Churches were less full than usual for Palm Sunday last week but thousands of Georgians still attended services across the country and are expected back again in church on April 19 for the Orthodox Christian Easter, the most important date in the Church’s calender.
Georgian society is rooted in tradition and the Orthodox Church is a powerful institution that holds great sway over the population. The Bulletin’s correspondent in Tbilisi spoke to three people who attended church last Sunday and they all said that would go back for Easter.
“It feels very safe in church during the service, as I am sure that will not get infected there and we are also respecting the distance of one to two metres between each other,” one of the church-going Georgians told The Bulletin. They all declined to give their names.
Last month the Orthodox Church sent priests out on the back of pick-up trucks to bless the streets of Georgian cities against the coronavirus and has said that Georgia can avoid the worst ravages of the pandemic by praying and rejecting what it describes as the sins of abortion and homosexuality.

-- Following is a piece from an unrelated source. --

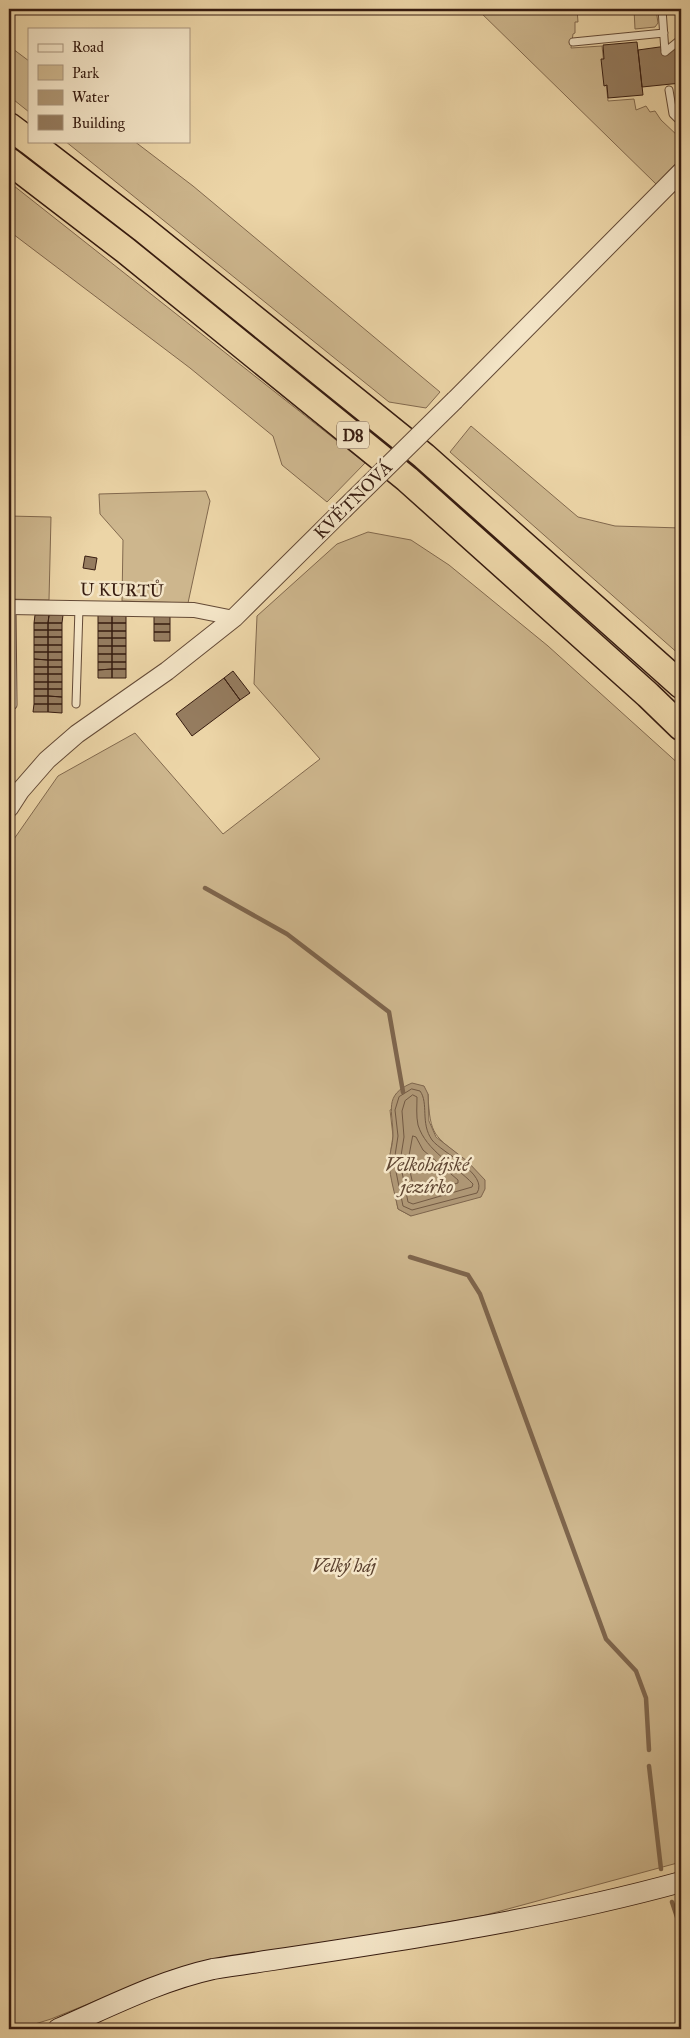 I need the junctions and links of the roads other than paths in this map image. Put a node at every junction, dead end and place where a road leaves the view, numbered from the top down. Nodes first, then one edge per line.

Despite a lockdown that forbids people to leave their homes in the evenings and only to gather in groups of three or less during the day, the Georgian authorities have been unwilling to stop the Orthodox Church holding its services.
PM Giorgi Gakharia said that churches will remain open and that people would not be prevented from visiting them. “I hope society will act responsibly and avoid going to church but the government will not tell them to do so,” he said.
The Orthodox Church has imposed some social distancing rules and is broadcasting services through loudspeakers but it has not compromised on the Holy Communion which involves drinking wine out of a shared cup and eating bread from a shared spoon.